▶ **Task goal**:
Below are the records. Transcribe them exactly.

▶ **Data shown**:

►

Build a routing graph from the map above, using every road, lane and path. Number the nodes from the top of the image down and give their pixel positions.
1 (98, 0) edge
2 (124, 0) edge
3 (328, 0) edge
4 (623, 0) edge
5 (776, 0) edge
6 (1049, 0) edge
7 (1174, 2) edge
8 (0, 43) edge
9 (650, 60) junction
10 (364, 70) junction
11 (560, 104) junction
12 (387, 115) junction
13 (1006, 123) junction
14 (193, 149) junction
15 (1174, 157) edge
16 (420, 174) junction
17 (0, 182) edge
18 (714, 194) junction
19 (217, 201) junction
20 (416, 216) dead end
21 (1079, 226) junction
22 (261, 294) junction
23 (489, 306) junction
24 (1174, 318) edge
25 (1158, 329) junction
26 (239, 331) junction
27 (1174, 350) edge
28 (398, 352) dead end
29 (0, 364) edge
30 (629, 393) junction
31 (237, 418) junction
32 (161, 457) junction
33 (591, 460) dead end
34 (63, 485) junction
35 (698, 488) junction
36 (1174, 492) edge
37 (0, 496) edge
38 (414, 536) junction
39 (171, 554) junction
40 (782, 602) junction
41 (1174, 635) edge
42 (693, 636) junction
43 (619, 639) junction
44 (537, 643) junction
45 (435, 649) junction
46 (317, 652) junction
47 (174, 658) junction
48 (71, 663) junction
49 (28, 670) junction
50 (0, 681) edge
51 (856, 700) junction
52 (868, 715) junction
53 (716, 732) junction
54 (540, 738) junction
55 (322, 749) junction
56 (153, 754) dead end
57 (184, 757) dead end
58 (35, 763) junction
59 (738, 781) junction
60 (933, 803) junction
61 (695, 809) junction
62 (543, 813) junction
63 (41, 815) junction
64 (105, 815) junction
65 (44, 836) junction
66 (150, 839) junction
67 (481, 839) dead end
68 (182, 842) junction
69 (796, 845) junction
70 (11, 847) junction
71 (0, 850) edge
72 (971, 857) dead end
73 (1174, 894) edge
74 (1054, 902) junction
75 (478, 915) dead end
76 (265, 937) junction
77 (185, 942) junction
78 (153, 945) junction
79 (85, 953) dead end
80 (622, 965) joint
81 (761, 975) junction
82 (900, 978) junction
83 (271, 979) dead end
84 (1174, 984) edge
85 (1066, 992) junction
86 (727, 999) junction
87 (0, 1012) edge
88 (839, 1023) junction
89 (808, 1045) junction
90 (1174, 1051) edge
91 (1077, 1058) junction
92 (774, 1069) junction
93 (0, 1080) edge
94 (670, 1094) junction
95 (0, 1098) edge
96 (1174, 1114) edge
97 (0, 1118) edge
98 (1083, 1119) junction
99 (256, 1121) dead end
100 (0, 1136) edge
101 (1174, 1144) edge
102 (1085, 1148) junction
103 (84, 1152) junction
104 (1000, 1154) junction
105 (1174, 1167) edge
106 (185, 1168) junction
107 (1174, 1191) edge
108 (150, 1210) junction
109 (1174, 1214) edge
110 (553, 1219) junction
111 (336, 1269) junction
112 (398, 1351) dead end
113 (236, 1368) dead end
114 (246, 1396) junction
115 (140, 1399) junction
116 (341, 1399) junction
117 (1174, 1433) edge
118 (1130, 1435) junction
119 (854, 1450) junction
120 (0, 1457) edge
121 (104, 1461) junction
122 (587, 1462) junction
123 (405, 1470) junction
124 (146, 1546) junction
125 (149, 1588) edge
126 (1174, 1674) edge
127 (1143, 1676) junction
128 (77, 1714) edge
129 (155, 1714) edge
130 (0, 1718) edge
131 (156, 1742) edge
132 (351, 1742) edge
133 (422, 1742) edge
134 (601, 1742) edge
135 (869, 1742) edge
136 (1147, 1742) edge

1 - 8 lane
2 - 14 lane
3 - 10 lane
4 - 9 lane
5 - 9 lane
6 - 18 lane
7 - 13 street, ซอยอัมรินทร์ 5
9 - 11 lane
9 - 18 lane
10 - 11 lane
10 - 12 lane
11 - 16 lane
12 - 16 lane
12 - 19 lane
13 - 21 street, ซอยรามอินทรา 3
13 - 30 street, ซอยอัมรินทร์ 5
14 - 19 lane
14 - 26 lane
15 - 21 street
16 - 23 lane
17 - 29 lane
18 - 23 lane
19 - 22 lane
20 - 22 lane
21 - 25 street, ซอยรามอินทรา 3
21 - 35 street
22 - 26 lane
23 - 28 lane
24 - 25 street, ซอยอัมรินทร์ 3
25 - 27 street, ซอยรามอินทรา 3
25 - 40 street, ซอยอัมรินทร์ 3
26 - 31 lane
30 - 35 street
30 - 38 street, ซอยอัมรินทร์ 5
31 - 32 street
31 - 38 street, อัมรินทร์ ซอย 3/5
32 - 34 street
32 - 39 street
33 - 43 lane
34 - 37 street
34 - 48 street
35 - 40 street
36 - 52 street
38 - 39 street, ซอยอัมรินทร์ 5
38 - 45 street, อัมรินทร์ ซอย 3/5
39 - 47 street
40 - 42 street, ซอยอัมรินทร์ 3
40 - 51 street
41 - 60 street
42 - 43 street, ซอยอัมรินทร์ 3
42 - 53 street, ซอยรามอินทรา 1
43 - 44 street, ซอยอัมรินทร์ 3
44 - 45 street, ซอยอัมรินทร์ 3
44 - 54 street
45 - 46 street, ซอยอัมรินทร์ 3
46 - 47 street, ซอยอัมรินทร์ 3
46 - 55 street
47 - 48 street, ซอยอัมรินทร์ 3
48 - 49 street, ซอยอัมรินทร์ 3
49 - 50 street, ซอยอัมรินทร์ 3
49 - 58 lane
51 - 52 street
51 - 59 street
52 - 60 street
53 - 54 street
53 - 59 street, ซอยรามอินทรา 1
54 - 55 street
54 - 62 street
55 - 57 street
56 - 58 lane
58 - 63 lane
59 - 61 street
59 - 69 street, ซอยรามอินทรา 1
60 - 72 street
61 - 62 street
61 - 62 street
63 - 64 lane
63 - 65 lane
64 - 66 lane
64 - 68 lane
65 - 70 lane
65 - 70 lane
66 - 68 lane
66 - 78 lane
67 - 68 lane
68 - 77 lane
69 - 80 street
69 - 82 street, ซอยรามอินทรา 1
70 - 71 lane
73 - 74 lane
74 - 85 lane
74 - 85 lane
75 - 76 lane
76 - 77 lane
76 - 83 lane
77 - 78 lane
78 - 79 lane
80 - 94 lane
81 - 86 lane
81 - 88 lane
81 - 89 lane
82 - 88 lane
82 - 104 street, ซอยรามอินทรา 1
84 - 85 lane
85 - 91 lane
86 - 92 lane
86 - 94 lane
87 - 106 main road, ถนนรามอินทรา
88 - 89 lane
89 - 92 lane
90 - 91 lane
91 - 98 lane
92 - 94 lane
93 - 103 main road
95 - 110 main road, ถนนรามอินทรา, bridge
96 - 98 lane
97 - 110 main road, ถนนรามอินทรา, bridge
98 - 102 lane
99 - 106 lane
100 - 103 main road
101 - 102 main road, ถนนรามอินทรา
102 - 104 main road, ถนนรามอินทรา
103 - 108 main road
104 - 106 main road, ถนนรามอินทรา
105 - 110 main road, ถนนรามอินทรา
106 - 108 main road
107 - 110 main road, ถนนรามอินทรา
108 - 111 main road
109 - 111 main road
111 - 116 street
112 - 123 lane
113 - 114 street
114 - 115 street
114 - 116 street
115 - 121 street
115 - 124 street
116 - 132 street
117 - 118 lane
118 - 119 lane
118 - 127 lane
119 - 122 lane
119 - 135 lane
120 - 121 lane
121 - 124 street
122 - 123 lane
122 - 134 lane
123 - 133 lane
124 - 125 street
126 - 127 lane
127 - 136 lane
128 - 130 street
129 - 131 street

◄

▶ **Exercise output**:
Build a routing graph from the map above, using every road, lane and path. Number the nodes from the top of the image down and give their pixel positions.
1 (98, 0) edge
2 (124, 0) edge
3 (328, 0) edge
4 (623, 0) edge
5 (776, 0) edge
6 (1049, 0) edge
7 (1174, 2) edge
8 (0, 43) edge
9 (650, 60) junction
10 (364, 70) junction
11 (560, 104) junction
12 (387, 115) junction
13 (1006, 123) junction
14 (193, 149) junction
15 (1174, 157) edge
16 (420, 174) junction
17 (0, 182) edge
18 (714, 194) junction
19 (217, 201) junction
20 (416, 216) dead end
21 (1079, 226) junction
22 (261, 294) junction
23 (489, 306) junction
24 (1174, 318) edge
25 (1158, 329) junction
26 (239, 331) junction
27 (1174, 350) edge
28 (398, 352) dead end
29 (0, 364) edge
30 (629, 393) junction
31 (237, 418) junction
32 (161, 457) junction
33 (591, 460) dead end
34 (63, 485) junction
35 (698, 488) junction
36 (1174, 492) edge
37 (0, 496) edge
38 (414, 536) junction
39 (171, 554) junction
40 (782, 602) junction
41 (1174, 635) edge
42 (693, 636) junction
43 (619, 639) junction
44 (537, 643) junction
45 (435, 649) junction
46 (317, 652) junction
47 (174, 658) junction
48 (71, 663) junction
49 (28, 670) junction
50 (0, 681) edge
51 (856, 700) junction
52 (868, 715) junction
53 (716, 732) junction
54 (540, 738) junction
55 (322, 749) junction
56 (153, 754) dead end
57 (184, 757) dead end
58 (35, 763) junction
59 (738, 781) junction
60 (933, 803) junction
61 (695, 809) junction
62 (543, 813) junction
63 (41, 815) junction
64 (105, 815) junction
65 (44, 836) junction
66 (150, 839) junction
67 (481, 839) dead end
68 (182, 842) junction
69 (796, 845) junction
70 (11, 847) junction
71 (0, 850) edge
72 (971, 857) dead end
73 (1174, 894) edge
74 (1054, 902) junction
75 (478, 915) dead end
76 (265, 937) junction
77 (185, 942) junction
78 (153, 945) junction
79 (85, 953) dead end
80 (622, 965) joint
81 (761, 975) junction
82 (900, 978) junction
83 (271, 979) dead end
84 (1174, 984) edge
85 (1066, 992) junction
86 (727, 999) junction
87 (0, 1012) edge
88 (839, 1023) junction
89 (808, 1045) junction
90 (1174, 1051) edge
91 (1077, 1058) junction
92 (774, 1069) junction
93 (0, 1080) edge
94 (670, 1094) junction
95 (0, 1098) edge
96 (1174, 1114) edge
97 (0, 1118) edge
98 (1083, 1119) junction
99 (256, 1121) dead end
100 (0, 1136) edge
101 (1174, 1144) edge
102 (1085, 1148) junction
103 (84, 1152) junction
104 (1000, 1154) junction
105 (1174, 1167) edge
106 (185, 1168) junction
107 (1174, 1191) edge
108 (150, 1210) junction
109 (1174, 1214) edge
110 (553, 1219) junction
111 (336, 1269) junction
112 (398, 1351) dead end
113 (236, 1368) dead end
114 (246, 1396) junction
115 (140, 1399) junction
116 (341, 1399) junction
117 (1174, 1433) edge
118 (1130, 1435) junction
119 (854, 1450) junction
120 (0, 1457) edge
121 (104, 1461) junction
122 (587, 1462) junction
123 (405, 1470) junction
124 (146, 1546) junction
125 (149, 1588) edge
126 (1174, 1674) edge
127 (1143, 1676) junction
128 (77, 1714) edge
129 (155, 1714) edge
130 (0, 1718) edge
131 (156, 1742) edge
132 (351, 1742) edge
133 (422, 1742) edge
134 (601, 1742) edge
135 (869, 1742) edge
136 (1147, 1742) edge

1 - 8 lane
2 - 14 lane
3 - 10 lane
4 - 9 lane
5 - 9 lane
6 - 18 lane
7 - 13 street, ซอยอัมรินทร์ 5
9 - 11 lane
9 - 18 lane
10 - 11 lane
10 - 12 lane
11 - 16 lane
12 - 16 lane
12 - 19 lane
13 - 21 street, ซอยรามอินทรา 3
13 - 30 street, ซอยอัมรินทร์ 5
14 - 19 lane
14 - 26 lane
15 - 21 street
16 - 23 lane
17 - 29 lane
18 - 23 lane
19 - 22 lane
20 - 22 lane
21 - 25 street, ซอยรามอินทรา 3
21 - 35 street
22 - 26 lane
23 - 28 lane
24 - 25 street, ซอยอัมรินทร์ 3
25 - 27 street, ซอยรามอินทรา 3
25 - 40 street, ซอยอัมรินทร์ 3
26 - 31 lane
30 - 35 street
30 - 38 street, ซอยอัมรินทร์ 5
31 - 32 street
31 - 38 street, อัมรินทร์ ซอย 3/5
32 - 34 street
32 - 39 street
33 - 43 lane
34 - 37 street
34 - 48 street
35 - 40 street
36 - 52 street
38 - 39 street, ซอยอัมรินทร์ 5
38 - 45 street, อัมรินทร์ ซอย 3/5
39 - 47 street
40 - 42 street, ซอยอัมรินทร์ 3
40 - 51 street
41 - 60 street
42 - 43 street, ซอยอัมรินทร์ 3
42 - 53 street, ซอยรามอินทรา 1
43 - 44 street, ซอยอัมรินทร์ 3
44 - 45 street, ซอยอัมรินทร์ 3
44 - 54 street
45 - 46 street, ซอยอัมรินทร์ 3
46 - 47 street, ซอยอัมรินทร์ 3
46 - 55 street
47 - 48 street, ซอยอัมรินทร์ 3
48 - 49 street, ซอยอัมรินทร์ 3
49 - 50 street, ซอยอัมรินทร์ 3
49 - 58 lane
51 - 52 street
51 - 59 street
52 - 60 street
53 - 54 street
53 - 59 street, ซอยรามอินทรา 1
54 - 55 street
54 - 62 street
55 - 57 street
56 - 58 lane
58 - 63 lane
59 - 61 street
59 - 69 street, ซอยรามอินทรา 1
60 - 72 street
61 - 62 street
61 - 62 street
63 - 64 lane
63 - 65 lane
64 - 66 lane
64 - 68 lane
65 - 70 lane
65 - 70 lane
66 - 68 lane
66 - 78 lane
67 - 68 lane
68 - 77 lane
69 - 80 street
69 - 82 street, ซอยรามอินทรา 1
70 - 71 lane
73 - 74 lane
74 - 85 lane
74 - 85 lane
75 - 76 lane
76 - 77 lane
76 - 83 lane
77 - 78 lane
78 - 79 lane
80 - 94 lane
81 - 86 lane
81 - 88 lane
81 - 89 lane
82 - 88 lane
82 - 104 street, ซอยรามอินทรา 1
84 - 85 lane
85 - 91 lane
86 - 92 lane
86 - 94 lane
87 - 106 main road, ถนนรามอินทรา
88 - 89 lane
89 - 92 lane
90 - 91 lane
91 - 98 lane
92 - 94 lane
93 - 103 main road
95 - 110 main road, ถนนรามอินทรา, bridge
96 - 98 lane
97 - 110 main road, ถนนรามอินทรา, bridge
98 - 102 lane
99 - 106 lane
100 - 103 main road
101 - 102 main road, ถนนรามอินทรา
102 - 104 main road, ถนนรามอินทรา
103 - 108 main road
104 - 106 main road, ถนนรามอินทรา
105 - 110 main road, ถนนรามอินทรา
106 - 108 main road
107 - 110 main road, ถนนรามอินทรา
108 - 111 main road
109 - 111 main road
111 - 116 street
112 - 123 lane
113 - 114 street
114 - 115 street
114 - 116 street
115 - 121 street
115 - 124 street
116 - 132 street
117 - 118 lane
118 - 119 lane
118 - 127 lane
119 - 122 lane
119 - 135 lane
120 - 121 lane
121 - 124 street
122 - 123 lane
122 - 134 lane
123 - 133 lane
124 - 125 street
126 - 127 lane
127 - 136 lane
128 - 130 street
129 - 131 street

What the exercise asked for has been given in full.